Your goal
Print the data exactly as written, line for line, and leave its pictures behind.
= = =
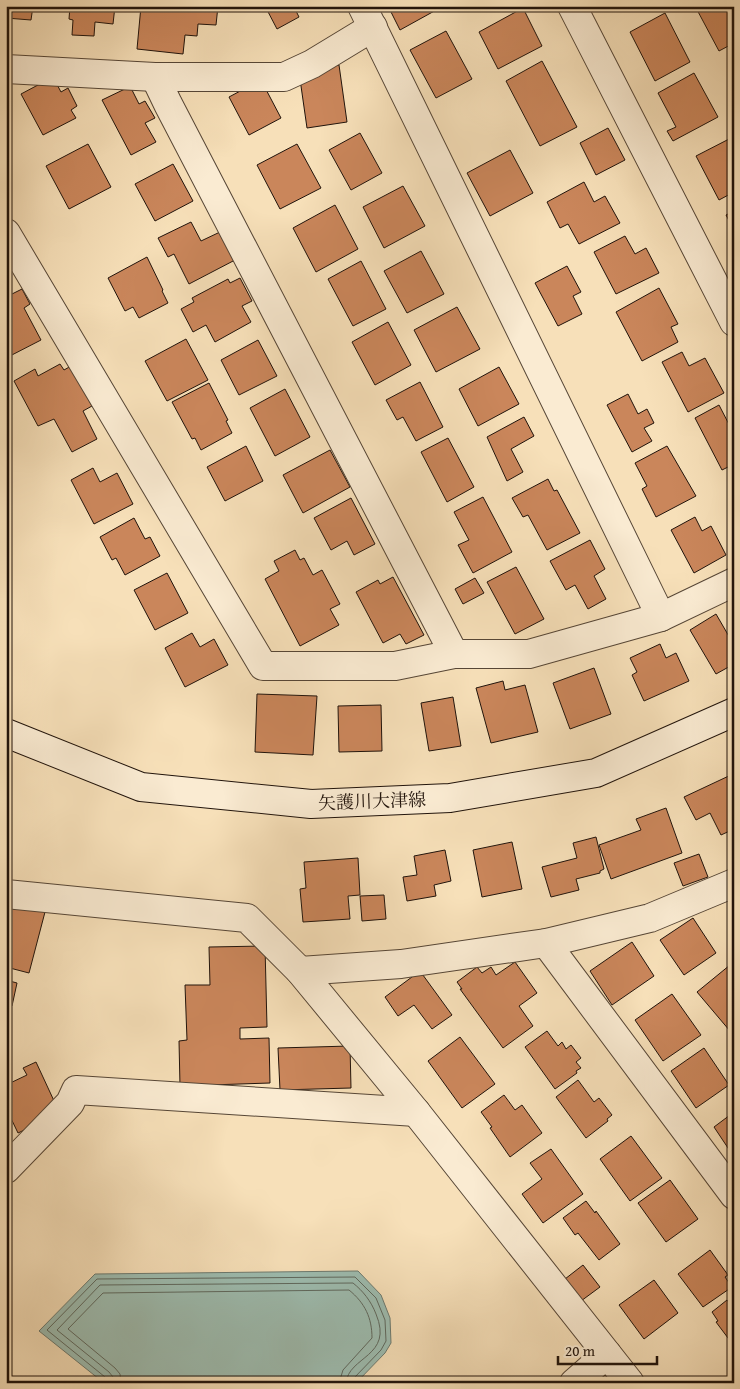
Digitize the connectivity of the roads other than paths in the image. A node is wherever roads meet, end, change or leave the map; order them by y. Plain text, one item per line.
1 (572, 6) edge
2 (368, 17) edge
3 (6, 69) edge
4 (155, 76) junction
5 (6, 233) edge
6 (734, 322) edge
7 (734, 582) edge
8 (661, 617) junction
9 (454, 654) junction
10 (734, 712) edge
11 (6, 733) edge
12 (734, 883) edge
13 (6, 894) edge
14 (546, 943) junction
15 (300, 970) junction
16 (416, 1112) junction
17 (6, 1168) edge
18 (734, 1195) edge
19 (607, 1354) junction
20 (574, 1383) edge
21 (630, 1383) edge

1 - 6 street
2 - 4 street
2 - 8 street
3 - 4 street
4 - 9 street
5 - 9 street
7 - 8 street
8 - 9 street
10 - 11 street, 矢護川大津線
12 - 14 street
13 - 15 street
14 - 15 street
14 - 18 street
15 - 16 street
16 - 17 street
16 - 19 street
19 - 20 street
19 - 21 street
= = =
Task solution
Digitize the connectivity of the roads other than paths in the image. A node is wherever roads meet, end, change or leave the map; order them by y. Plain text, one item per line.
1 (572, 6) edge
2 (368, 17) edge
3 (6, 69) edge
4 (155, 76) junction
5 (6, 233) edge
6 (734, 322) edge
7 (734, 582) edge
8 (661, 617) junction
9 (454, 654) junction
10 (734, 712) edge
11 (6, 733) edge
12 (734, 883) edge
13 (6, 894) edge
14 (546, 943) junction
15 (300, 970) junction
16 (416, 1112) junction
17 (6, 1168) edge
18 (734, 1195) edge
19 (607, 1354) junction
20 (574, 1383) edge
21 (630, 1383) edge

1 - 6 street
2 - 4 street
2 - 8 street
3 - 4 street
4 - 9 street
5 - 9 street
7 - 8 street
8 - 9 street
10 - 11 street, 矢護川大津線
12 - 14 street
13 - 15 street
14 - 15 street
14 - 18 street
15 - 16 street
16 - 17 street
16 - 19 street
19 - 20 street
19 - 21 street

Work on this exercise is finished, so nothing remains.